RDF is a TLA for Resource Description Framework. It is designed to allow description of resources, specifically, those available on the world wide web. The technical specifications for RDF are controlled by the w3c, a standards body which is using RDF to further the goal of creating a semantic web, by which computer agents can understand the meaning of the content stored in webpages, rather than just being able to display the content for human consumption.
RDF is, first and foremost, a data model. RDF is a way to describe information in a way that computers can understand the data. All data in RDF is in the basic form of triples: statements contain an object which is related to a subject by a predicate.
- Subject: item being described.
- Predicate: URL relating object and subject
- Object: item describing subject
A combination of these statements creates a graph of data, which can be interconnected or not. this method of modeling makes creating descriptios simple.

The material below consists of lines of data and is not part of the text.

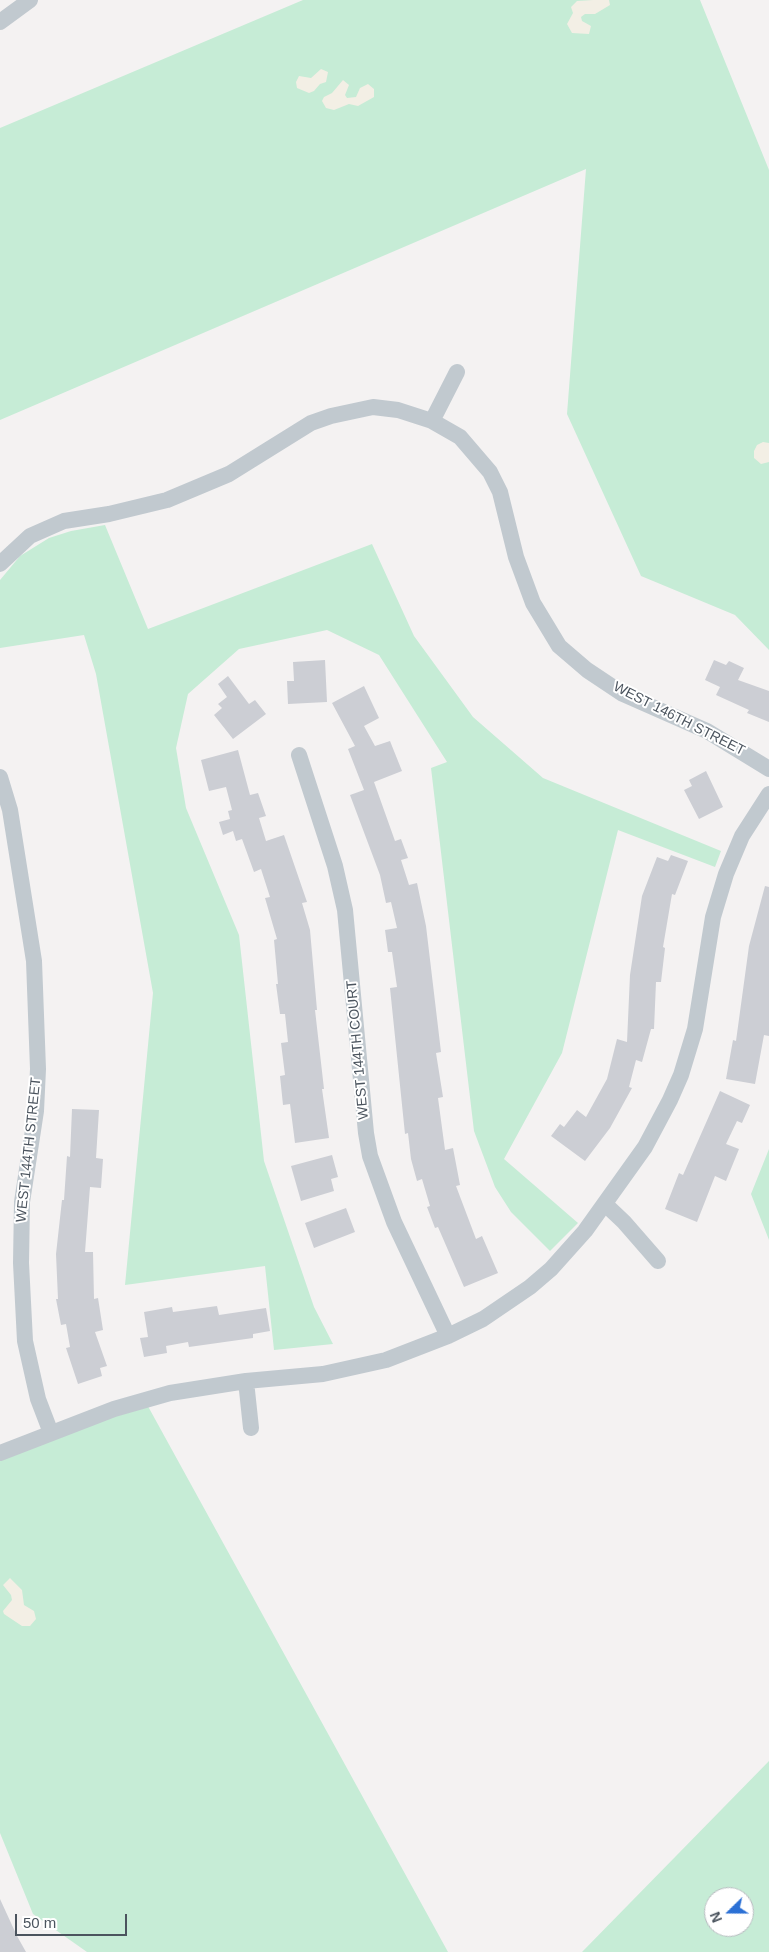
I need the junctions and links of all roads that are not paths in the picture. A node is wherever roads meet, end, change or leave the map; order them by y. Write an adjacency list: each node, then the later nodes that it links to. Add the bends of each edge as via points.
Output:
1 (30, 0): 2 (street)
2 (0, 22)
3 (457, 372): 4 (street)
4 (432, 421): 5 (street, WEST 146TH STREET, via 398,410 373,407 331,416 311,423 229,474 167,500 64,521 30,536); 7 (street, WEST 146TH STREET, via 460,438 490,472 500,492 516,557 533,603 560,646 587,670 623,694 707,731)
5 (0, 564)
6 (299, 755): 12 (street, WEST 144TH COURT, via 335,866 345,910 370,1156 394,1222)
7 (769, 769)
8 (0, 777): 15 (street, WEST 144TH STREET, via 10,810 34,961 38,1069 36,1111 22,1202 21,1263 25,1341 38,1399)
9 (769, 794): 10 (street, via 742,836 719,895 695,1029 681,1075 645,1147)
10 (605, 1204): 11 (street); 12 (street, via 568,1250 530,1287 500,1308)
11 (658, 1261)
12 (448, 1336): 13 (street, via 413,1351 356,1368)
13 (246, 1381): 14 (street); 15 (street, via 144,1399)
14 (251, 1428)
15 (51, 1433): 16 (street)
16 (0, 1454)

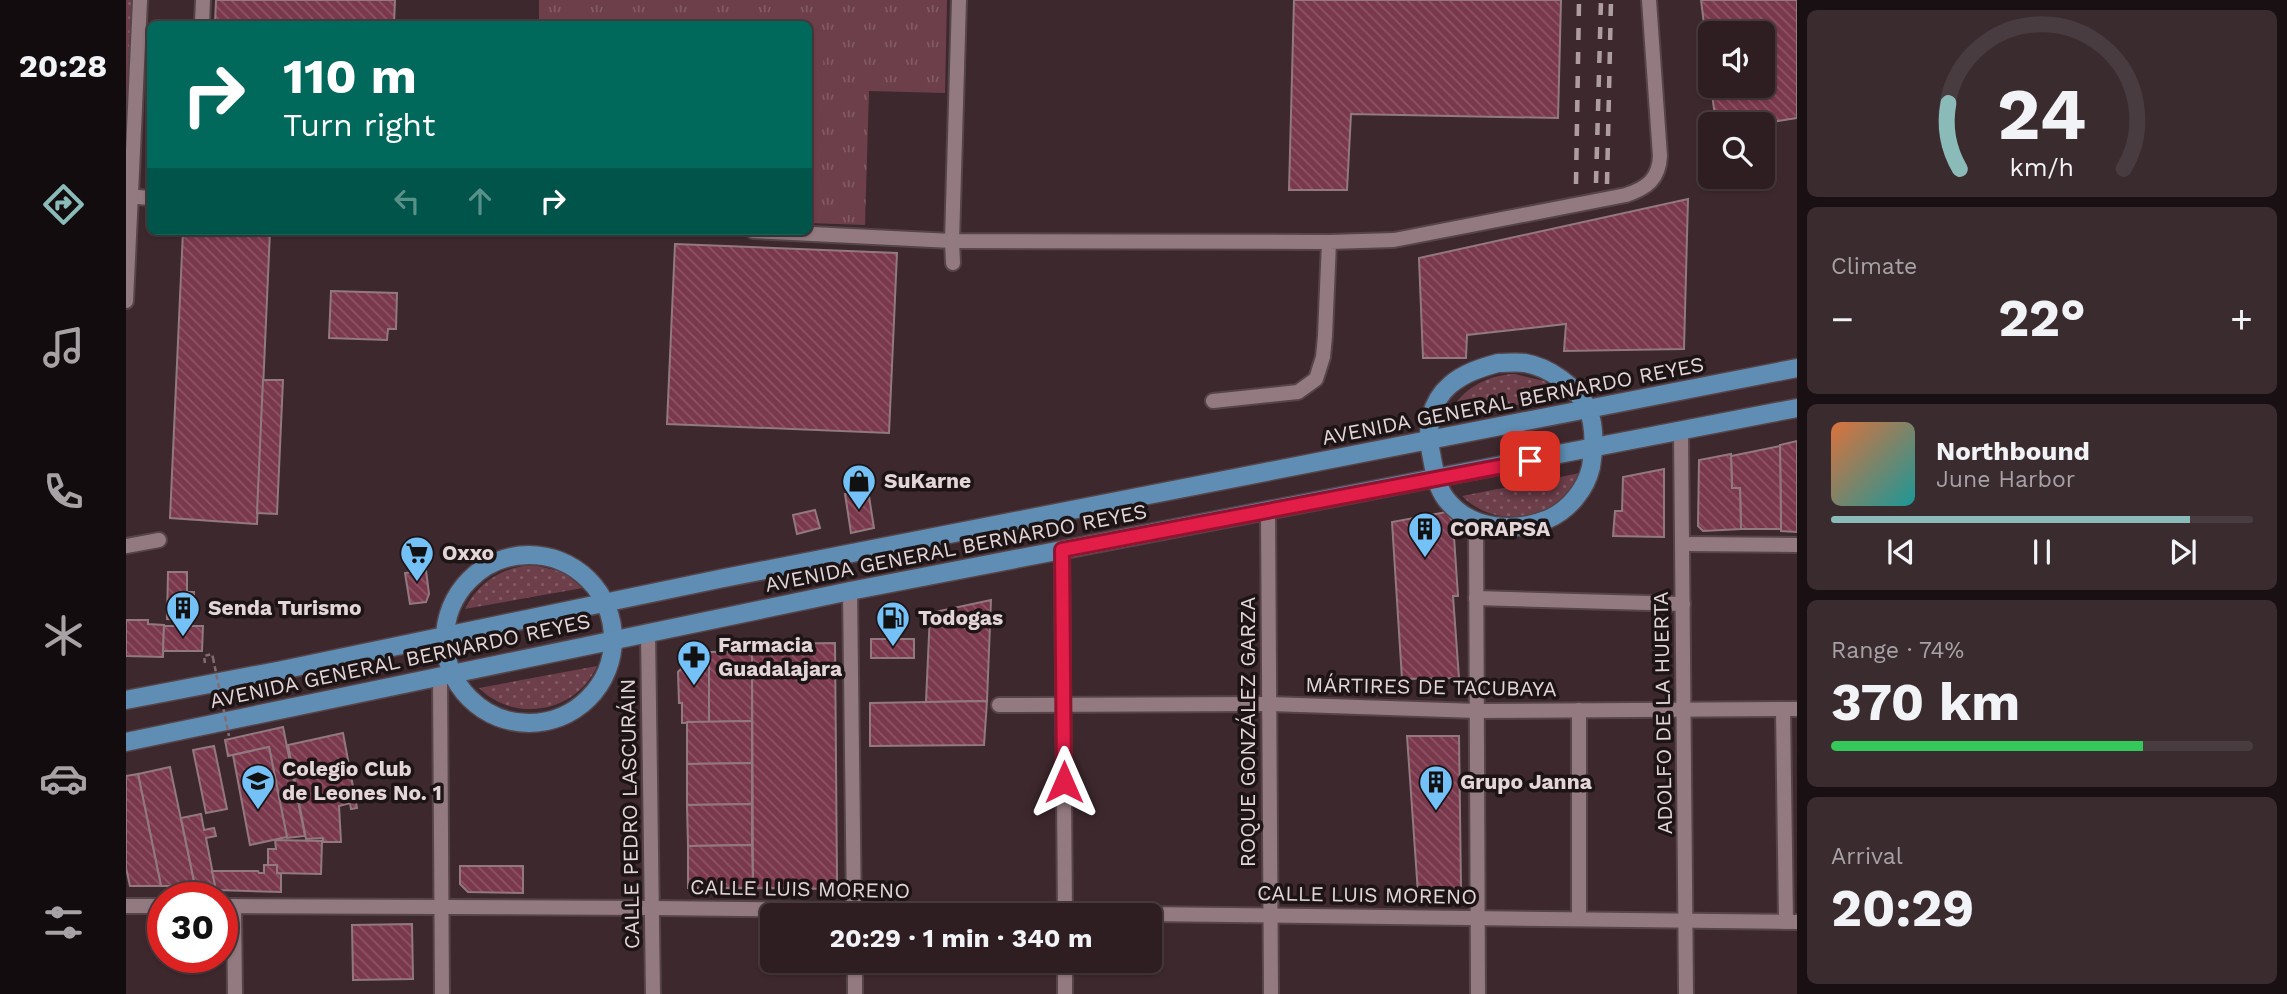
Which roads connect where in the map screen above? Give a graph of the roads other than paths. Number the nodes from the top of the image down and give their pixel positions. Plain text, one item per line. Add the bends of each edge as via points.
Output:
1 (140, 0) edge
2 (203, 0) edge
3 (959, 0) edge
4 (1649, 0) edge
5 (202, 21) edge
6 (128, 196) edge
7 (147, 198) edge
8 (812, 234) edge
9 (952, 241) junction
10 (1329, 242) junction
11 (953, 263) dead end
12 (126, 301) edge
13 (1797, 368) edge
14 (1213, 401) dead end
15 (1797, 408) edge
16 (1588, 410) junction
17 (1681, 432) junction
18 (1429, 441) junction
19 (1595, 448) junction
20 (1436, 479) junction
21 (1268, 511) junction
22 (1476, 521) junction
23 (159, 540) dead end
24 (1682, 544) junction
25 (1797, 545) edge
26 (126, 546) edge
27 (1062, 550) junction
28 (850, 591) junction
29 (1476, 598) junction
30 (606, 604) junction
31 (1683, 604) junction
32 (648, 634) junction
33 (445, 635) junction
34 (613, 641) junction
35 (446, 676) junction
36 (126, 700) edge
37 (1063, 704) junction
38 (1269, 704) junction
39 (999, 705) dead end
40 (1790, 709) edge
41 (1578, 710) junction
42 (1477, 711) junction
43 (1684, 711) junction
44 (126, 742) edge
45 (854, 903) edge
46 (1065, 903) edge
47 (126, 906) edge
48 (147, 906) edge
49 (238, 906) edge
50 (441, 906) junction
51 (653, 908) junction
52 (760, 911) edge
53 (1162, 914) edge
54 (1270, 914) junction
55 (1478, 918) junction
56 (1579, 919) junction
57 (1685, 920) junction
58 (1792, 922) edge
59 (233, 973) edge
60 (855, 973) edge
61 (1065, 973) edge
62 (235, 994) edge
63 (442, 994) edge
64 (653, 994) edge
65 (855, 994) edge
66 (1065, 994) edge
67 (1271, 994) edge
68 (1478, 994) edge
69 (1686, 994) edge

1 - 6 street
2 - 5 street
3 - 9 street
4 - 10 street via 1660,156 1651,184 1626,195 1394,240
6 - 7 street
6 - 12 street
8 - 9 street
9 - 10 street
9 - 11 street
10 - 14 street via 1324,347 1316,379 1298,392
13 - 16 main road, AVENIDA GENERAL BERNARDO REYES
15 - 17 main road, AVENIDA GENERAL BERNARDO REYES
16 - 18 main road, AVENIDA GENERAL BERNARDO REYES
16 - 18 main road via 1572,388 1551,373 1526,363 1498,363 1471,371 1448,386 1433,406
16 - 19 main road
17 - 19 main road, AVENIDA GENERAL BERNARDO REYES
17 - 24 street, ADOLFO DE LA HUERTA
18 - 20 main road
18 - 30 main road, AVENIDA GENERAL BERNARDO REYES
19 - 20 main road, AVENIDA GENERAL BERNARDO REYES
19 - 22 main road via 1589,475 1574,499 1554,516 1515,528
20 - 21 main road, AVENIDA GENERAL BERNARDO REYES
20 - 22 main road via 1446,498
21 - 27 main road, AVENIDA GENERAL BERNARDO REYES
21 - 38 street, ROQUE GONZÁLEZ GARZA
22 - 29 street
23 - 26 street
24 - 25 street
24 - 31 street, ADOLFO DE LA HUERTA
27 - 28 main road, AVENIDA GENERAL BERNARDO REYES
27 - 37 street
28 - 32 main road, AVENIDA GENERAL BERNARDO REYES
28 - 45 street
29 - 31 street
29 - 42 street
30 - 33 main road, AVENIDA GENERAL BERNARDO REYES
30 - 33 main road via 587,578 570,565 540,556 513,557 481,570 464,587
30 - 34 main road
31 - 43 street, ADOLFO DE LA HUERTA
32 - 34 main road, AVENIDA GENERAL BERNARDO REYES
32 - 51 street, CALLE PEDRO LASCURÁIN
33 - 35 main road
33 - 36 main road, AVENIDA GENERAL BERNARDO REYES
34 - 35 main road, AVENIDA GENERAL BERNARDO REYES
34 - 35 main road via 610,664 591,697 572,712 546,722 516,723 499,718
35 - 44 main road, AVENIDA GENERAL BERNARDO REYES
35 - 50 street
37 - 38 street, MÁRTIRES DE TACUBAYA
37 - 39 street, MÁRTIRES DE TACUBAYA
37 - 46 street
38 - 42 street, MÁRTIRES DE TACUBAYA
38 - 54 street, ROQUE GONZÁLEZ GARZA
40 - 43 street, MÁRTIRES DE TACUBAYA
40 - 58 street
41 - 42 street, MÁRTIRES DE TACUBAYA
41 - 43 street, MÁRTIRES DE TACUBAYA
41 - 56 street
42 - 55 street
43 - 57 street, ADOLFO DE LA HUERTA
47 - 48 street
49 - 50 street, CALLE LUIS MORENO
50 - 51 street, CALLE LUIS MORENO
50 - 63 street
51 - 52 street, CALLE LUIS MORENO
51 - 64 street, CALLE PEDRO LASCURÁIN
53 - 54 street, CALLE LUIS MORENO
54 - 55 street, CALLE LUIS MORENO
54 - 67 street, ROQUE GONZÁLEZ GARZA
55 - 56 street, CALLE LUIS MORENO
55 - 68 street
56 - 57 street, CALLE LUIS MORENO
57 - 58 street, CALLE LUIS MORENO
57 - 69 street, ADOLFO DE LA HUERTA
59 - 62 street
60 - 65 street
61 - 66 street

RDF data can be seriallized in a number of ways. The most common serialization is XML. However, several others are in use: Turtle, Notation3, and ntriples. The serialization does not influence the content, only the manner of display.
RDF uses namespaces to allow expansion of the facts which can be described in RDF. Anyone can, using terms from OWL, create their own RDF namespace to describe a new topic. These namespaces can then be used as to form classes and properties. In addition, OWL allows information about these properties to be included, such as whether the property is an InverseFunctionalProperty.
RDF can be manipulated by a number of tools. There are RDF Query Languages, RDF Toolkits, and more, developed both by the W3C and external organizations. There are tools availble for manipulating and storing RDF data, as well as tools available for parsing RDF data and storing the content. One such toolkit is Dave Beckett's Redland. These tools are designed to make it simple to work with RDF.
Due to the nature of RDF's data model, the graph, merging datasets is simple. Simply combine the two sets of data, remove duplicates, and then work at creating consistency with the remaining data. For example, if I have a data set that says "Jim has a gender of male" and Joe had a data set that said "Jim is cool guy", there is no way to determine those Jims are the same people. If they both list an email address for Jim that matches, however, it becomes obvious that the two Jims are the same, and the statements describing each jim can be combined to describe a new jim.
RDF is a powerful technology which in many cases is not complete and unusable for public use. It can be serialized in a variety of ways, and manipulated with a variety of tools. Unlike other data modeling solutions, RDF can describe a number of things without relying on the tree format for information. This helps to merge distinct data sets, as well as a number of other ways.